The Witch


 悪魔の出現が確認された、とあるビル。その一室へと通じるドアはどうやら異界へ続く入り口であったらしい。

「ここは……?」

 見渡す限り広がる草原。空は高く、地平線は遠く。直前まであったコンクリートはどこへやら。周囲には人影のひとつさえ見当たらない。

 ──そう、隣にいたはずの吉田くんでさえ。

「…………っ」

 込み上げるは焦燥。次いで現れるのは自責の念。
 彼との間に結ばれた契約はまだ生きている感覚がある。だから大丈夫、だから案じる必要はない。そう言い聞かせたところで募る焦りは和らぐことなく、広大な翠の海にさえ苛立ちが生まれてしまう。
 ……これじゃダメだ。冷静にならないと。
 深呼吸を数度。繰り返した後で、改めて辺りを観察してみる。
 青空と草原。一見すると長閑な景色だが、──どうしてだろう?不自然さが拭えない。風の音さえ聞こえないせいだろうか?
 何とはなしに手に取った草の根からは独特の青臭ささえない。見た目も感触も地上にあるものと相違ないのに──なのに、どこか変だ。どこかがおかしい。
 これは──この世界にあるものは、本当に『生きて』いるのだろうか?
 いやな、ひどく厭な感じがする。汗ばむ手のひら、粟立つ二の腕。背筋を冷ややかなものが走る。

 ──早く、吉田くんと合流しないと。

 焦る気持ちとは裏腹に、どこまで駆けても果てがない。どこまてもどこまでも──

 ──いいや、ちがう。

 いつの間にか、景色が一変していた。青空と草原。そう思っていたはずのものが、……あぁ、どうして。
 呆然と天を見上げれば、頭上に広がるは無数の扉、扉、扉。青空などどこにもなく、立ち尽くす足許には何者かの指が落ちていた。まるで散らされた花弁のように、点々と。肉の欠片が翠の海に浮かんでいる。その様に、全身が怖気立つ。

 なんだろう、ここは。この、異様な空間は。
 なのにどうして、どうして私はこの景色を『懐かしい』などと────?

 戸惑う私を嗤うように、きいっと耳障りな音が静寂の中に落ちる。
 音の主は天の扉。そのひとつが軋みを上げて、口を開ける。

「あなたは……」

 吐き出されたのは人影。朱い血にまみれた、白かったはずのシャツ。夕焼けの色をしたその人を、その名前を私は知っている。

「マキマ、さん……?」

「あぁ……、久しぶりだね、名前ちゃん」

 駆け寄ると、ひゅうっと喉を鳴らして、彼女は笑う。その膚の白さは血の気を失ったが故のもの。ひどい怪我だ、と一見しただけでわかる。
 なのに痛みさえ麻痺してしまったのだろうか。「気をつけて」と血の滲む吐息を溢しながらも、彼女が微笑みを絶やすことはなかった。

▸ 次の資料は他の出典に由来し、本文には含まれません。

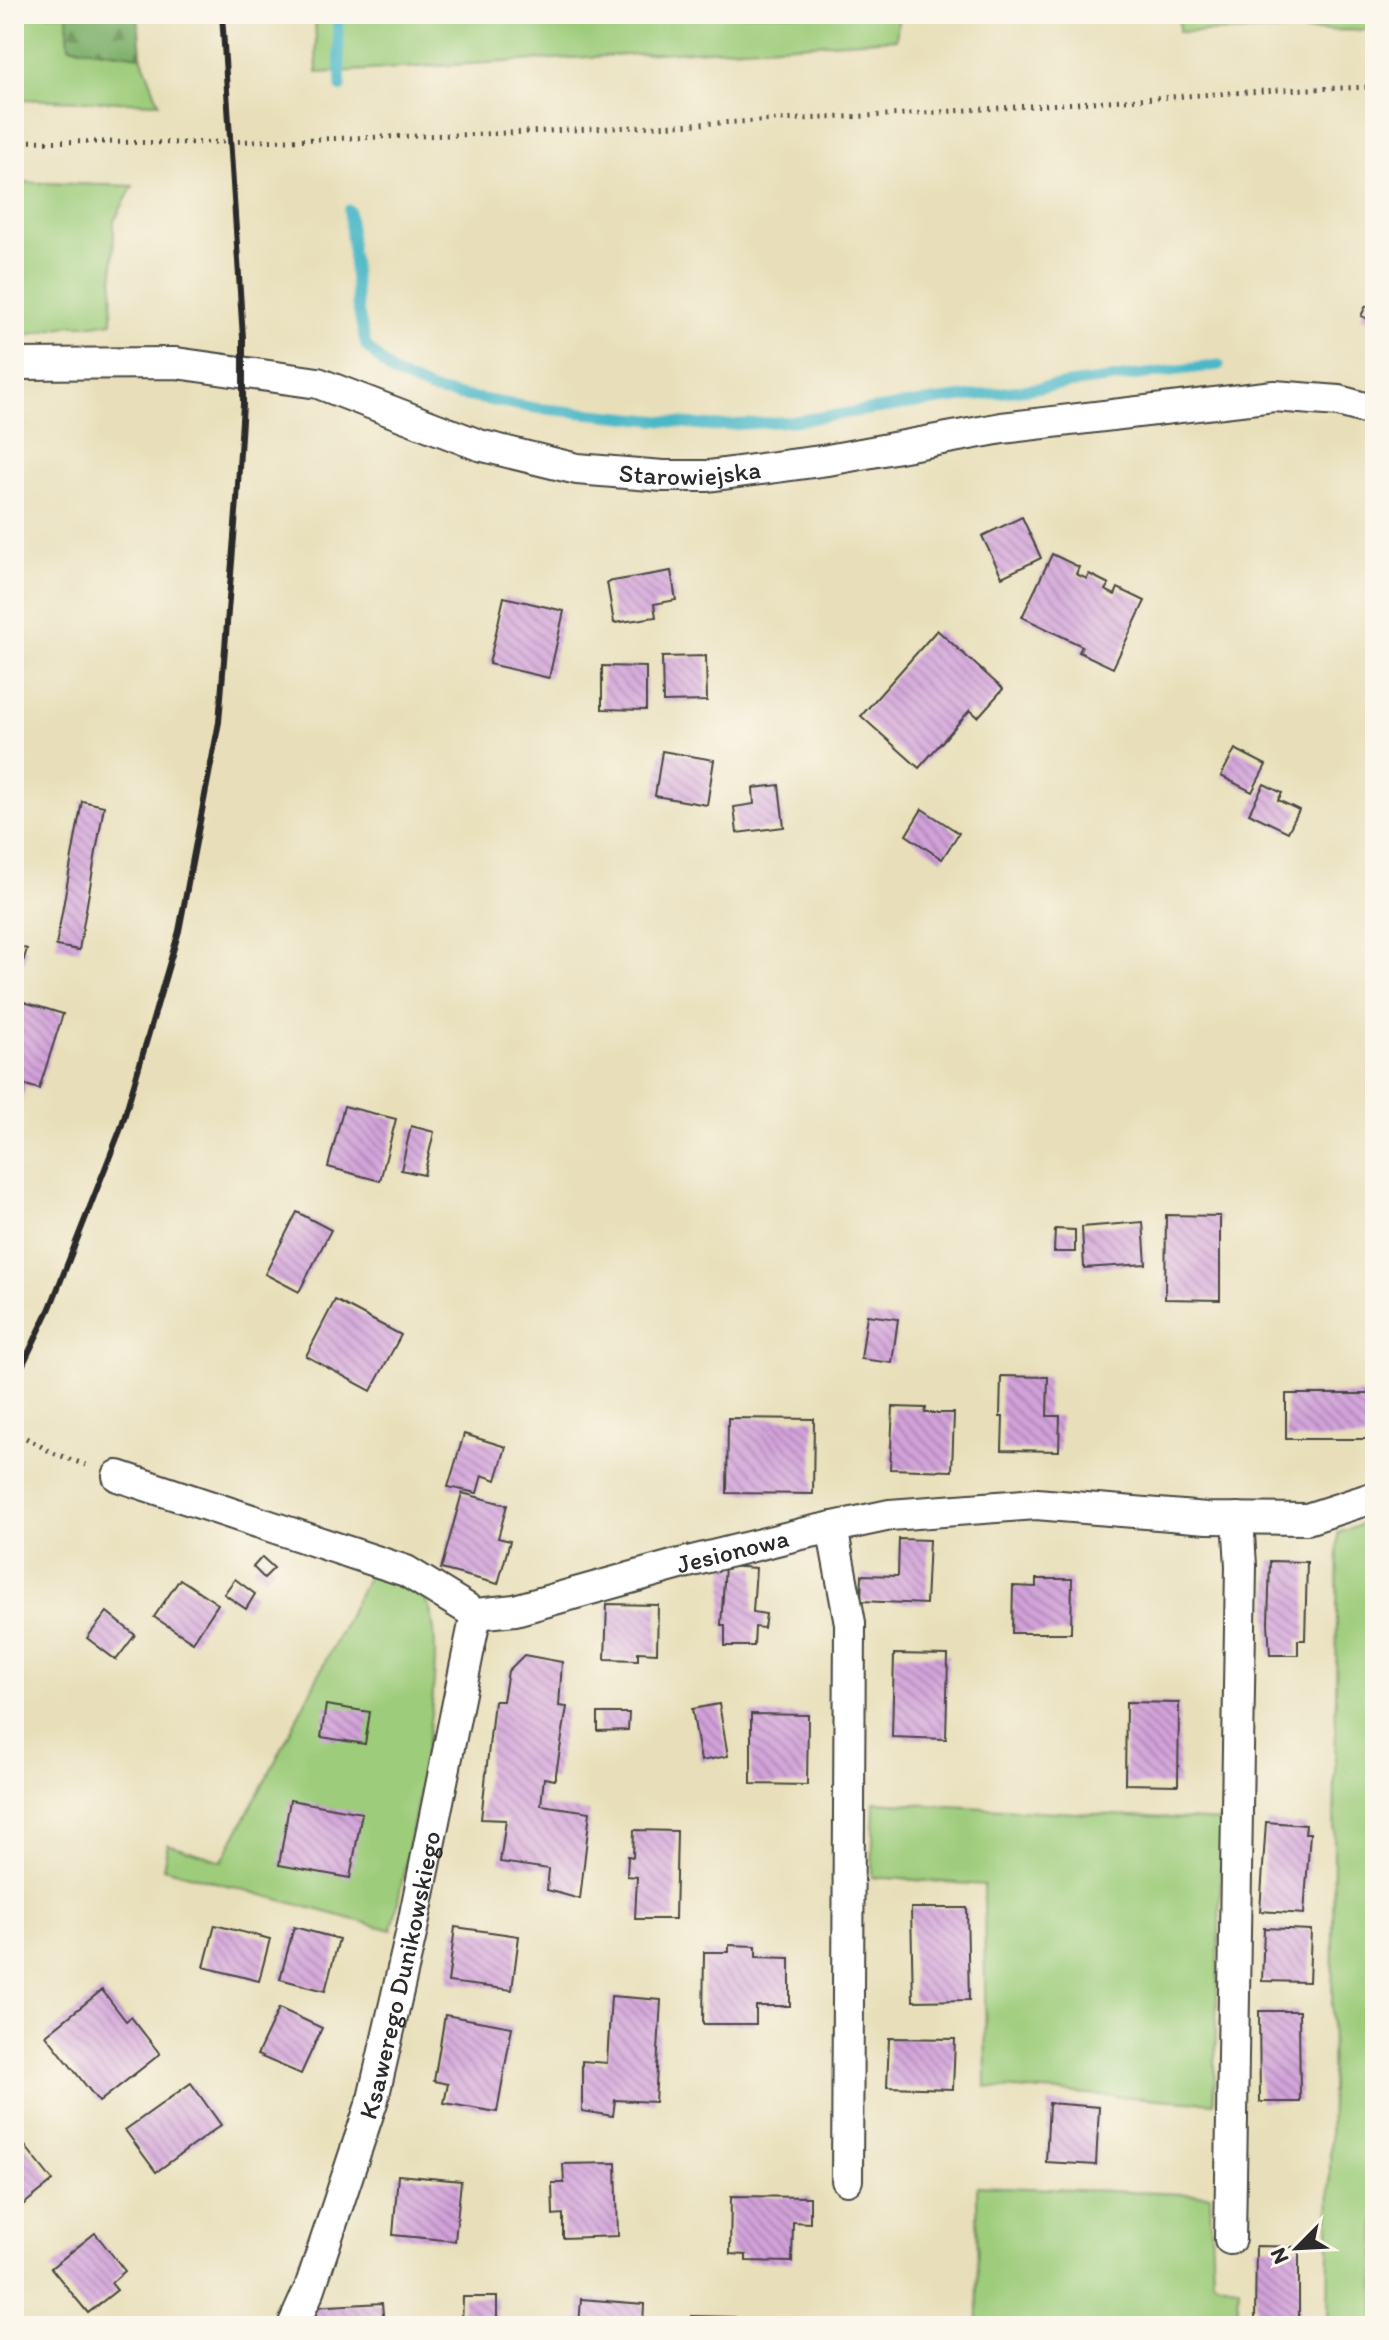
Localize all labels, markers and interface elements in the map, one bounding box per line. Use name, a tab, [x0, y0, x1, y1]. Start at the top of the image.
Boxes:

「ここは『迷宮の悪魔』の胎内。抱いた『恐れ』が形を持って襲いかかってくるよ」

「『恐れ』……?じゃあこの空間も、」

「そう。名前ちゃんの考える『恐怖』の象徴が『ここ』だよ」

 教えられ、改めて辺りに視線を走らす。
 青空に似た扉の群れと、肉片の潜む草原。まじまじと見たところで、しかし記憶の海は相変わらずの凪。さざ波さえ立たず、揺り起こされるものもない。

 でも、それなら。

「……それならこの空間はニセモノなんですね」

 それなら何も怖くない。
 だって、『今の』私が一番恐れているのはただひとつ。

 ──吉田くん。
 キミさえ隣にいてくれれば、それでいい。

「……でも『彼』が無事かどうかはわからないよ。偽物とはいえ、悪魔の術中に嵌まっていることは確かなんだから」

 私の思いを見透かしたようにマキマさんは言う。

「けど、私と契約してくれたら。……そしたら私も『彼』を探すのに協力してあげる。私と一緒に、この悪魔を倒そう?」

 「それが名前ちゃんの願いでしょう?」と赤い唇が囁く。
 信仰の悪魔として人類を救うために。はぐれた吉田くんや傷ついたマキマさんを助けるために。そのための最善は、『彼女』と手を結ぶことだろう。けざやかなる黄金の瞳がそう語りかけてくる。
 それ以外の選択肢はない。それ以外を選んでしまったら、目の前で助けを求めている人を見捨ててしまったら、私は──私という存在の理由は────

「……そう、それが君の答えなんだね」

 彼女の手を離し、立ち上がる。その背にかけられる声は私を責めるもの。
 それも当然だ。傷ついた彼女を置いて、私は先へ進もうというのだから。人類ではなく、たったひとりを選んでしまったのだから。

 ……でも、しょうがないよね。

「……私は、私という存在のすべては、吉田くんのものだから。そうであってほしいと、私自身が願ってしまったから」

 だからもう振り返らない。切り捨てたものも、思い出せない過去も、『恐れ』の正体も。それらを振り切って、私は駆け出す。
 攻略法なんてわからない。わからないなら、壊してしまえばいい。すべて。この世界が成立できないほど、跡形もなく。
 扉をこじ開ける。闇を裂く。硫黄の雨が降り、世界は砕け散る。その繰り返し。繰り返し、繰り返し、繰り返し、誰かの悪夢を断ち切り、誰かを悪夢の中に取り残していく。傷ついた人を取り残して、助けを乞う声を見捨てて、私は先へ進む。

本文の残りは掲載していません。